"""

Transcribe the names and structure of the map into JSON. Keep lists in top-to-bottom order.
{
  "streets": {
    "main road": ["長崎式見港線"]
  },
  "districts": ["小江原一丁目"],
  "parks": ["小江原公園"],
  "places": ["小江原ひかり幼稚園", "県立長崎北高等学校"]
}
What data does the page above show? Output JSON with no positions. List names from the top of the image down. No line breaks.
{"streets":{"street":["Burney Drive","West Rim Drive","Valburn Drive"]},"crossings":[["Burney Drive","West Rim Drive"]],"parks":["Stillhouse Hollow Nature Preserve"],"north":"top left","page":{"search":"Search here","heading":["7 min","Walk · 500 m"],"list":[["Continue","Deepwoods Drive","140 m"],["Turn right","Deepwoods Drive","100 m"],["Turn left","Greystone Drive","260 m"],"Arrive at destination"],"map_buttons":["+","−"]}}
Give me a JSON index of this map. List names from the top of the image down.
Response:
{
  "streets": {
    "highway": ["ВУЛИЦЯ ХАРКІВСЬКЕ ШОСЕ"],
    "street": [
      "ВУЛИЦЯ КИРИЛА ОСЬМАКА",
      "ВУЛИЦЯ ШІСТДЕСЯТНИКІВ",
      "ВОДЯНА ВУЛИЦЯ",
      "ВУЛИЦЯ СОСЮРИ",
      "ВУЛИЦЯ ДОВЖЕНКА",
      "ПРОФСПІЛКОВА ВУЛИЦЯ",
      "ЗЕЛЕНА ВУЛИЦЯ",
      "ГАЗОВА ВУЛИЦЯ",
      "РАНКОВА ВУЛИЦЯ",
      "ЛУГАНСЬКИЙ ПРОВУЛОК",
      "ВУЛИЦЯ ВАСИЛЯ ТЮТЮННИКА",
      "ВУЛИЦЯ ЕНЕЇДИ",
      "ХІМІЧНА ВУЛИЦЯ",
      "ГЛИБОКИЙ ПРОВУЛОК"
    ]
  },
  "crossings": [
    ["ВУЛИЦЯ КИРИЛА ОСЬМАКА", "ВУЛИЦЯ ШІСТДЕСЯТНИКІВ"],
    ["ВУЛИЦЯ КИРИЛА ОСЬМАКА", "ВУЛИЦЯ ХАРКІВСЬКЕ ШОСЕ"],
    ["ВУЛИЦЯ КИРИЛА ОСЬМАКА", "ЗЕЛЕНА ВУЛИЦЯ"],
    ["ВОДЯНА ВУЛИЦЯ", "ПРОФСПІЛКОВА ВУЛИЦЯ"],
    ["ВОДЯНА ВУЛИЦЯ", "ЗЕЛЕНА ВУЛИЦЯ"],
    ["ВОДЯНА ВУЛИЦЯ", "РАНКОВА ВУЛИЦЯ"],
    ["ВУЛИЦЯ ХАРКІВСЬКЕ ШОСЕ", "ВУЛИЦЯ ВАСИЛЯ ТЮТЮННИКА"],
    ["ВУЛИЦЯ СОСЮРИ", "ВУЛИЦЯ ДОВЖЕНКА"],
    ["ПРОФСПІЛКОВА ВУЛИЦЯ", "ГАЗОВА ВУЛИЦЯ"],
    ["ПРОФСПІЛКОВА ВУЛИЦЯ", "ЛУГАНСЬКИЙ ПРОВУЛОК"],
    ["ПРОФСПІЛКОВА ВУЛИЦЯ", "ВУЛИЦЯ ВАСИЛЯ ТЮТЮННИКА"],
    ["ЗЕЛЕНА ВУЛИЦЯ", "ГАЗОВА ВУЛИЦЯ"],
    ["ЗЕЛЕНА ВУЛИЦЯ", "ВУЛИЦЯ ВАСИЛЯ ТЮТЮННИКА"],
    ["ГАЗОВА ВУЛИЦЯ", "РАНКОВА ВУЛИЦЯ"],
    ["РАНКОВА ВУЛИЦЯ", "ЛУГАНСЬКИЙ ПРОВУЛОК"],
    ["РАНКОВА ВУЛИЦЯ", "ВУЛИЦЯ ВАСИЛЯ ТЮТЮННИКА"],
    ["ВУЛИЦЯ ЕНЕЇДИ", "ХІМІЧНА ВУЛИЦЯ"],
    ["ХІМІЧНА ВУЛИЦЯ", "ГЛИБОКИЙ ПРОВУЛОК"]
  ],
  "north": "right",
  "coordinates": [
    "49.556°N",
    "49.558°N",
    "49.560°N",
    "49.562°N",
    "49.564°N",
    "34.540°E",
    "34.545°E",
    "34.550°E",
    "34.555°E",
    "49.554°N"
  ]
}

"""

• [EXERCISE]: What is needed is a word-for-word copy of the material above.

• [EXERCISE SOLUTION]:
Transcribe the names and structure of the map into JSON. Keep lists in top-to-bottom order.
{
  "streets": {
    "main road": ["長崎式見港線"]
  },
  "districts": ["小江原一丁目"],
  "parks": ["小江原公園"],
  "places": ["小江原ひかり幼稚園", "県立長崎北高等学校"]
}
What data does the page above show? Output JSON with no positions. List names from the top of the image down. No line breaks.
{"streets":{"street":["Burney Drive","West Rim Drive","Valburn Drive"]},"crossings":[["Burney Drive","West Rim Drive"]],"parks":["Stillhouse Hollow Nature Preserve"],"north":"top left","page":{"search":"Search here","heading":["7 min","Walk · 500 m"],"list":[["Continue","Deepwoods Drive","140 m"],["Turn right","Deepwoods Drive","100 m"],["Turn left","Greystone Drive","260 m"],"Arrive at destination"],"map_buttons":["+","−"]}}
Give me a JSON index of this map. List names from the top of the image down.
Response:
{
  "streets": {
    "highway": ["ВУЛИЦЯ ХАРКІВСЬКЕ ШОСЕ"],
    "street": [
      "ВУЛИЦЯ КИРИЛА ОСЬМАКА",
      "ВУЛИЦЯ ШІСТДЕСЯТНИКІВ",
      "ВОДЯНА ВУЛИЦЯ",
      "ВУЛИЦЯ СОСЮРИ",
      "ВУЛИЦЯ ДОВЖЕНКА",
      "ПРОФСПІЛКОВА ВУЛИЦЯ",
      "ЗЕЛЕНА ВУЛИЦЯ",
      "ГАЗОВА ВУЛИЦЯ",
      "РАНКОВА ВУЛИЦЯ",
      "ЛУГАНСЬКИЙ ПРОВУЛОК",
      "ВУЛИЦЯ ВАСИЛЯ ТЮТЮННИКА",
      "ВУЛИЦЯ ЕНЕЇДИ",
      "ХІМІЧНА ВУЛИЦЯ",
      "ГЛИБОКИЙ ПРОВУЛОК"
    ]
  },
  "crossings": [
    ["ВУЛИЦЯ КИРИЛА ОСЬМАКА", "ВУЛИЦЯ ШІСТДЕСЯТНИКІВ"],
    ["ВУЛИЦЯ КИРИЛА ОСЬМАКА", "ВУЛИЦЯ ХАРКІВСЬКЕ ШОСЕ"],
    ["ВУЛИЦЯ КИРИЛА ОСЬМАКА", "ЗЕЛЕНА ВУЛИЦЯ"],
    ["ВОДЯНА ВУЛИЦЯ", "ПРОФСПІЛКОВА ВУЛИЦЯ"],
    ["ВОДЯНА ВУЛИЦЯ", "ЗЕЛЕНА ВУЛИЦЯ"],
    ["ВОДЯНА ВУЛИЦЯ", "РАНКОВА ВУЛИЦЯ"],
    ["ВУЛИЦЯ ХАРКІВСЬКЕ ШОСЕ", "ВУЛИЦЯ ВАСИЛЯ ТЮТЮННИКА"],
    ["ВУЛИЦЯ СОСЮРИ", "ВУЛИЦЯ ДОВЖЕНКА"],
    ["ПРОФСПІЛКОВА ВУЛИЦЯ", "ГАЗОВА ВУЛИЦЯ"],
    ["ПРОФСПІЛКОВА ВУЛИЦЯ", "ЛУГАНСЬКИЙ ПРОВУЛОК"],
    ["ПРОФСПІЛКОВА ВУЛИЦЯ", "ВУЛИЦЯ ВАСИЛЯ ТЮТЮННИКА"],
    ["ЗЕЛЕНА ВУЛИЦЯ", "ГАЗОВА ВУЛИЦЯ"],
    ["ЗЕЛЕНА ВУЛИЦЯ", "ВУЛИЦЯ ВАСИЛЯ ТЮТЮННИКА"],
    ["ГАЗОВА ВУЛИЦЯ", "РАНКОВА ВУЛИЦЯ"],
    ["РАНКОВА ВУЛИЦЯ", "ЛУГАНСЬКИЙ ПРОВУЛОК"],
    ["РАНКОВА ВУЛИЦЯ", "ВУЛИЦЯ ВАСИЛЯ ТЮТЮННИКА"],
    ["ВУЛИЦЯ ЕНЕЇДИ", "ХІМІЧНА ВУЛИЦЯ"],
    ["ХІМІЧНА ВУЛИЦЯ", "ГЛИБОКИЙ ПРОВУЛОК"]
  ],
  "north": "right",
  "coordinates": [
    "49.556°N",
    "49.558°N",
    "49.560°N",
    "49.562°N",
    "49.564°N",
    "34.540°E",
    "34.545°E",
    "34.550°E",
    "34.555°E",
    "49.554°N"
  ]
}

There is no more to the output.